Tiresias, transformed female by Hera after striking two mating serpents with a stick
(Johann Ulrich Krauss, c. 1690)

T. S. Eliot’s The Waste Land aspires for universality and the disruption of boundaries between one character and another. But the stated goal of creating a poem where “all the women are one woman” presents challenges, potentially leading to a work that lacks nuance.1 The women in The Waste Land, while they have an important role to play, are nonetheless constrained by the tropes and archetypes that Eliot draws on to construct his narrative. However, the poem also uses these archetypes in ironic ways, updating them to a more modern era, including women in roles previously not occupied, and presenting women as more multifaceted than in the original myths alluded to.  

The Waste Land can be read as an allegory for the Fisher King legend. While there have been many variations of the story, most commonly King Arthur is wounded and unable to do anything but fish while his land becomes infertile around him. Only the Grail is able to return the king–and the land–back to health. This legend contains themes and motifs common throughout world mythology, as was explored in Sir James Frazer’s The Golden Bough and Jessie Weston’s From Ritual to Romance, the later text being a major source of inspiration for Eliot. From Ritual to Romance explores the idea of a universal “vegetation ceremony,” or a shared myth among disparate cultures relating the health of the land to the sacrifice of a king.  

Traditions from ancient Egyptian polytheism to Christianity all have stories about a connection between the death of a king and the fertility of the land. In many stories, there is a direct connection between the youth and masculinity of the king with the fertility of the land. Weston related a belief from the Shilluk people of modern-day South Sudan, where if the king is “allowed to become old or feeble…[where one] of the signs of failing energy is the King’s inability to fulfill the desires of his wives,” he must be killed or the land will come to ruin and his people to misfortune.2

Additionally, King Arthur is described as being wounded in the upper thigh or groin, depending on the telling, which many have interpreted as him being castrated or otherwise rendered impotent. This view of reproductive ability as a source of agency and power becomes more complicated when looking at the role of women in the poem.
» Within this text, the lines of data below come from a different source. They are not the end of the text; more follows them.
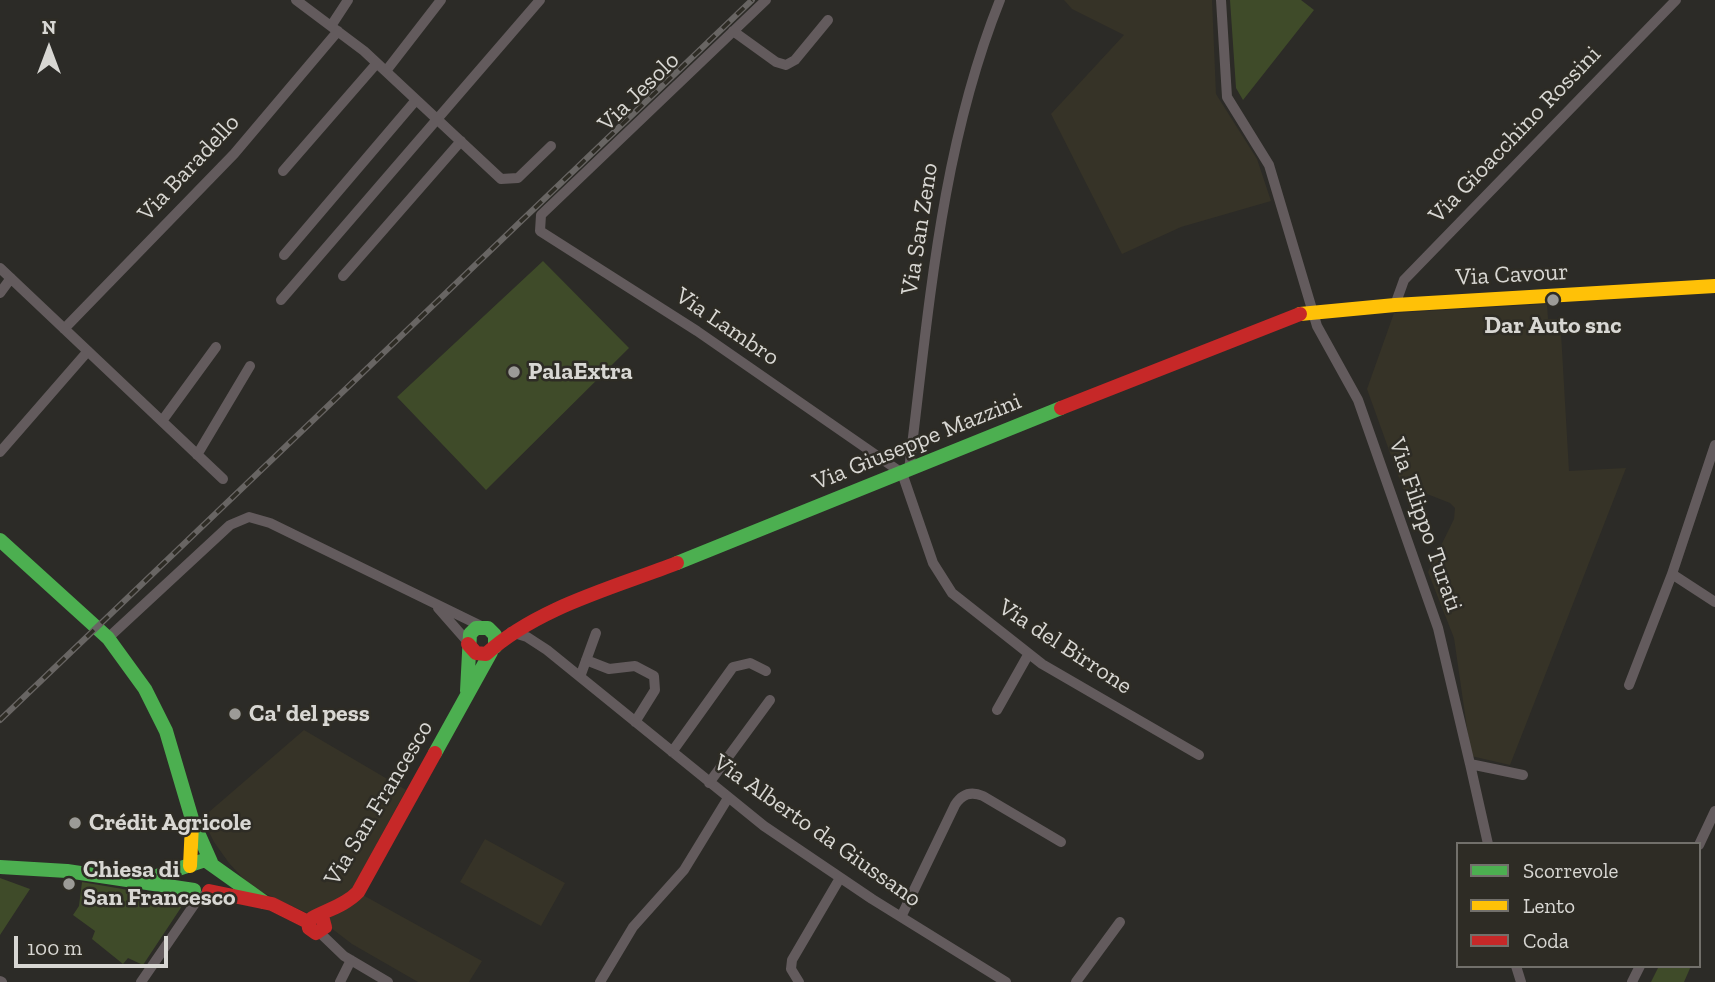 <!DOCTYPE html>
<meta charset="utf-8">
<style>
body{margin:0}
#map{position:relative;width:1715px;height:982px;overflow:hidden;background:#2c2b27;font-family:"Zilla Slab",serif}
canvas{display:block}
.legend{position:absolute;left:1456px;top:842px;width:245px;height:126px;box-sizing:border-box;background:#2e2c25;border:2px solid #72706b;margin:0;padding:9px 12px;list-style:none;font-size:21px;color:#d8d7d3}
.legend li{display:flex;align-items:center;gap:14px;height:35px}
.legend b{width:35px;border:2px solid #72706b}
.north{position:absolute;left:14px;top:14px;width:70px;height:70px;-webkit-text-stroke:5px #2e2c25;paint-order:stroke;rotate:0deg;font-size:19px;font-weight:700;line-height:28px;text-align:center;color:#d8d7d3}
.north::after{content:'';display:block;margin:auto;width:24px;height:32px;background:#d8d7d3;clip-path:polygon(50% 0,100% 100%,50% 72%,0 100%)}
.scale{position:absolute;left:14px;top:936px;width:154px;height:32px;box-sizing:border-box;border:4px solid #d8d7d3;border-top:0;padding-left:9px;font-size:21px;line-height:24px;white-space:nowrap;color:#d8d7d3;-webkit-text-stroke:5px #2e2c25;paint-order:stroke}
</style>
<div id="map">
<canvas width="1715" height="982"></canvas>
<ul class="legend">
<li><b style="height:9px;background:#4caf50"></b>Scorrevole</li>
<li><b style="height:9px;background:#ffc107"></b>Lento</li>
<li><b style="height:9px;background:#c62828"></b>Coda</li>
</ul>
<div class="north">N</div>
<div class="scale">100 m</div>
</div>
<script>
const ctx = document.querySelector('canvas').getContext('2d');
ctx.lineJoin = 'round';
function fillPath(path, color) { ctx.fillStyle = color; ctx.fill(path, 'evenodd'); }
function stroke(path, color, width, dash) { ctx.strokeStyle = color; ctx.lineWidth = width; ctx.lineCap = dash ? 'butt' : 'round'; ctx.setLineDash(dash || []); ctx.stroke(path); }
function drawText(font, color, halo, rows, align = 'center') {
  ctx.font = font + ' "Zilla Slab",serif'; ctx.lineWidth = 5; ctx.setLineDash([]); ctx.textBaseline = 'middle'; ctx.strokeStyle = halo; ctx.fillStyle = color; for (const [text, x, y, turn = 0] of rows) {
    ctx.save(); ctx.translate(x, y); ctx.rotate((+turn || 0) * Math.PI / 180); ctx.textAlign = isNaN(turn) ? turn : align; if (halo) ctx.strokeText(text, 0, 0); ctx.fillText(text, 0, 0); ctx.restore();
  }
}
const built = new Path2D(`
 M1064 0H1212L1216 94 1257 159 1271 201 1181 227 1122 254 1051 114 1124 35 1072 9Z
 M1547 304 1548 319H1557L1561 333 1569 471 1626 468 1510 765 1471 756 1454 638 1428 572 1454 519 1455 508 1450 503 1427 494 1403 489 1367 389 1394 313Z
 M304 730 406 790 352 889 482 961 469 982H418L352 944 318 918 251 887 229 863 214 842 202 818Z
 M485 839 565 883 541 926 460 882Z`);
const green = new Path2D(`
 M1230 0H1301L1314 10 1243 100 1236 88Z
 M543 261 629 348 486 490 397 397Z
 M0 878 30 889 0 935Z
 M82 882 186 900 143 965 128 958 123 964 92 939 95 931 73 915 79 906Z
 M1659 966H1691L1684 982H1651Z`);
const street = new Path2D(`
 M296 0 364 51 501 179 518 178 551 146
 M766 0 541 215 540 231 697 331 902 473 933 563 952 593 1042 664 1199 755
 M1221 0 1227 97 1269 165 1317 326 1358 400 1438 628 1470 764 1523 775
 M331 26 348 0
 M733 31 776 62 786 65 795 60 828 20
 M386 71 441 0
 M283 171 377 63
 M284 255 416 100
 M0 268 223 479
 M343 276 461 141
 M0 293 11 278
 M281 300 540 0
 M1395 305 1404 280 1676 0
 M64 329 234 154 338 31
 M162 421 216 347
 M0 452 88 351
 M197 455 250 366
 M909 470C929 311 940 150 1000 0
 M1672 574 1715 602
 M438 608 467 641
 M511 632 527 637 547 650 764 826 872 899 1006 982
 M108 638 230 525 249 517 270 523 481 626
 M586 660 609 669 635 666 654 676 655 690 635 722
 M580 677 596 633
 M1629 685 1672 574 1715 445
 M997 710 1028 655
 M672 752 733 667 750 663 766 671
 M1470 764 1488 844
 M709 783 770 700
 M1699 845 1715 811
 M901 917 955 805C962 794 971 791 983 796L1061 842
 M319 932 344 956 388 982
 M1516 966 1521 982
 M0 981 2 982
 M141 982 196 902 209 891
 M340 982 351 960
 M600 982 633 927 684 870 728 798
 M799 982 791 969 792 960 840 878
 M1076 982 1120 922
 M1632 982 1640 966`);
const fast = new Path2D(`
 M0 540 108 638 145 689 166 731 192 819 211 862
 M677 563 1061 408
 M467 691 470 634 476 628H488L495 635V647
 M435 753 491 652
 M0 867 67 871 194 890
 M145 880 205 860 264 902`);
const slow = new Path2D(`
 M1300 314 1395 305 1715 286
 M190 866 192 824`);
const jam = new Path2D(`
 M1061 408 1300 314
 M468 644 476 653 486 654C538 607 613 588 677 563
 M209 891 272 904 308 922 309 928 316 933 325 927 322 916
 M308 922C314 913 342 909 358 892L435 753`);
const rail = new Path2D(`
 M0 720 752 0`);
const markers = [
 [1553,300,7,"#9c9b97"],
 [514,372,7,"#9c9b97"],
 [235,714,7,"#9c9b97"],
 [75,823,7,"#9c9b97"],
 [69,884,7,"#9c9b97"]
];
const streetNames = [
 ["Via Jesolo",639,92,-44],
 ["Via Gioacchino Rossini",1515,135,-46],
 ["Via Baradello",189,168,-47],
 ["Via San Zeno",920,229,-81],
 ["Via Cavour",1512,275,-3],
 ["Via Lambro",727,327,34],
 ["Via Giuseppe Mazzini",917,442,-22],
 ["Via Filippo Turati",1425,525,71],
 ["Via del Birrone",1065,647,33],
 ["Via San Francesco",379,803,-59],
 ["Via Alberto da Giussano",817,831,35]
];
const poiNames = [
 ["Dar Auto snc",1553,326,"center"],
 ["PalaExtra",528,372],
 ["Ca' del pess",249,714],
 ["Crédit Agricole",89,823],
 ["Chiesa di",83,870],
 ["San Francesco",83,898]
];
fillPath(built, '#363327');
fillPath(green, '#3f4b29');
stroke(street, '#635b5d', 10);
stroke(fast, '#4caf50', 14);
stroke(slow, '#ffc107', 14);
stroke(jam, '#c62828', 14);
stroke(rail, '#686563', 6);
stroke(rail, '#2e2c25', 3.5, [10]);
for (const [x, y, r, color] of markers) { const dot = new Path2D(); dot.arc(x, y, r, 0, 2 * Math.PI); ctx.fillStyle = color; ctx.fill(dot); stroke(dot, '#2e2c25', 2.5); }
drawText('24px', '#d8d7d3', '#2e2c25', streetNames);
drawText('bold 24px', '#d8d7d3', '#2e2c25', poiNames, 'left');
</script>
Unlike many other characters in The Waste Land, both Tiresias and a fisherman (presumably the Fisher King) talk in the first person. While Tiresias is closely associated with all of the characters in the poem, as he observes and inhabits the minds of all the characters, he nevertheless does bear a striking resemblance to the Fisher King. He is passive (“a mere spectator and not indeed a ‘character,’”), sits by the side of the water (“I who have sat by Thebes”), and lacks traditional signs of virility (“Old man with wrinkled female breasts”), just as the Fisher King does.3 If Tiresias is read as a Fisher King figure in his own right, it means that the failure of the land is, if perhaps not his fault, then certainly closely linked to him. A visionary figure, Tiresias is nevertheless powerless to change the situation he helped create.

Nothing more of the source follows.